De même, on sait que la majorité des enfants nés du roi et de Mme de Montespan ont présenté des problèmes de santé plus ou moins graves, ce qui n’a pas empêché Louis XIV de les légitimer : le comte de Vexin, né en 1672, est atteint d’un grave défaut de croissance (« la colonne vertébrale tournée et les épaules contrefaites ») et est « sujet à des maux de tête affreux. Sa tête ne transpirait guère » (Père Tixier). Le duc du Maine a les jambes atrophiées, « le talon détaché du pied », handicap qu’il conserve toute sa vie malgré les soins de Mme de Maintenon. Mlle de Nantes boite, Mlle de Blois a « la taille un peu tournée » et Mlle de Tours « une disposition maladive  » (elle meurt à l’âge de 7 ans). Les mémorialistes de l’époque (le duc de Saint-Simon, la princesse Palatine) ne peuvent s’empêcher d’insinuer que les infirmités dont souffrent les enfants adultérins de Mme de Montespan sont un châtiment de Dieu. Cependant, les maux des enfants légitimés n’enlèvent rien à leur charmant visage. Il en aurait été tout autrement d’un enfant atteint d’hydrocéphalie.

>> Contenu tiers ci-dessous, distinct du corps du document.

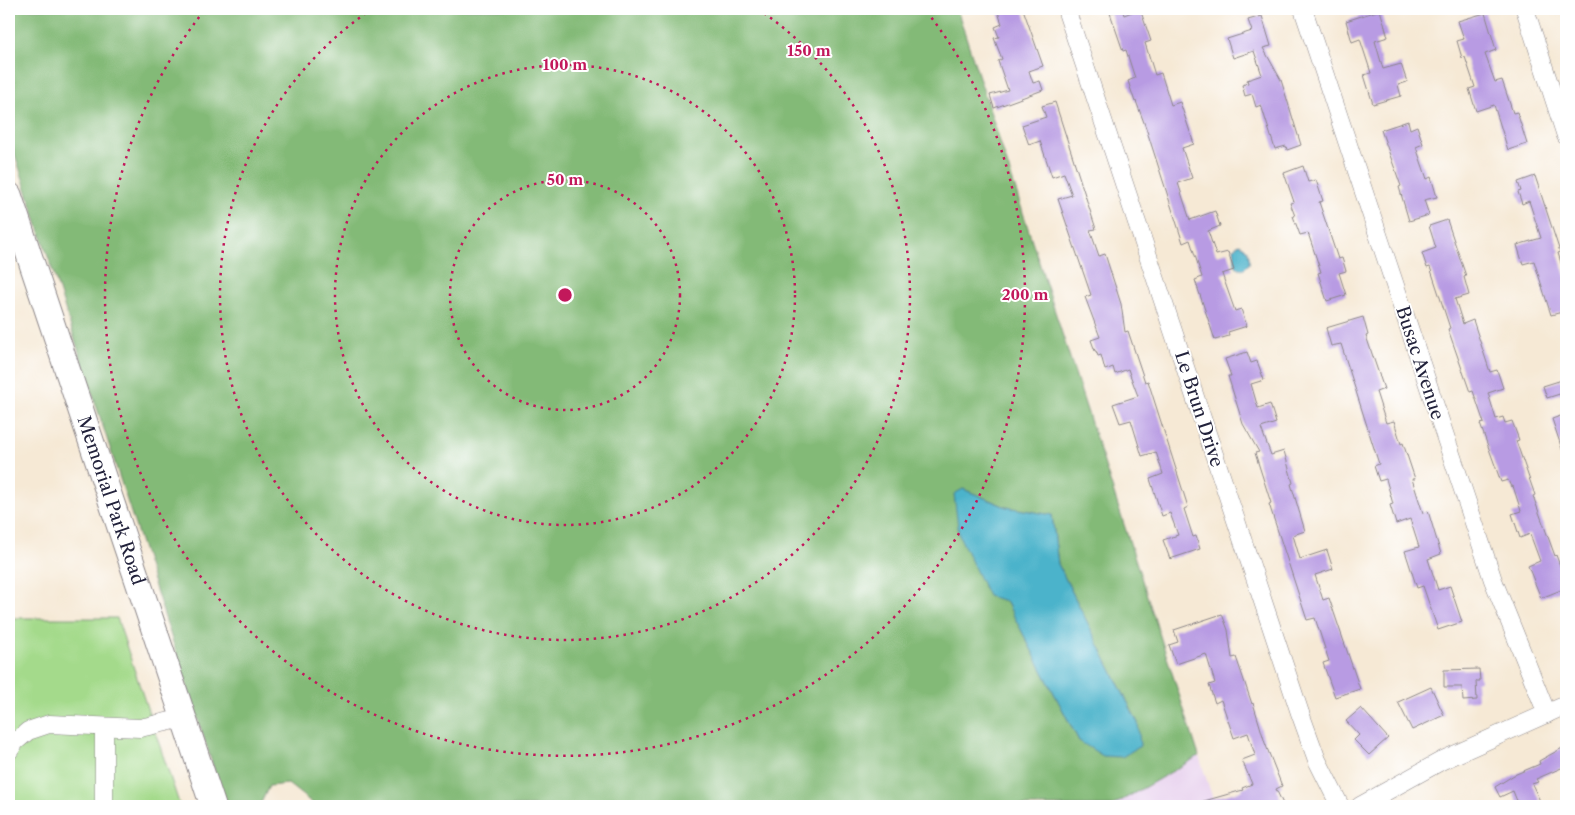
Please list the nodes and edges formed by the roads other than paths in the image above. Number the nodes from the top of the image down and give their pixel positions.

Sans remettre en doute l’authenticité du témoignage du Père Tixier au sujet d’un fils de Louis XIV difforme et disparu au cours de l’enfance, on peut supposer que le religieux fait référence, dans ses Mémoires, non pas au premier-né des bâtards, (mort à 3 ans avant d’avoir pu connaître les leçons d’un percepteur) mais à Louis-César, comte de Vexin. Constamment souffrant – et difforme – l’enfant meurt à l’âge de 10 ans, en 1683. Retenons également que le Père Tixier qualifie le petit garçon disparu de « prince », ce qui sous-entend qu’il a été reconnu par Louis XIV. Il est donc possible que, dans ses Mémoires, le religieux évoque le comte de Vexin, et se soit trompé de deux ans sur son âge.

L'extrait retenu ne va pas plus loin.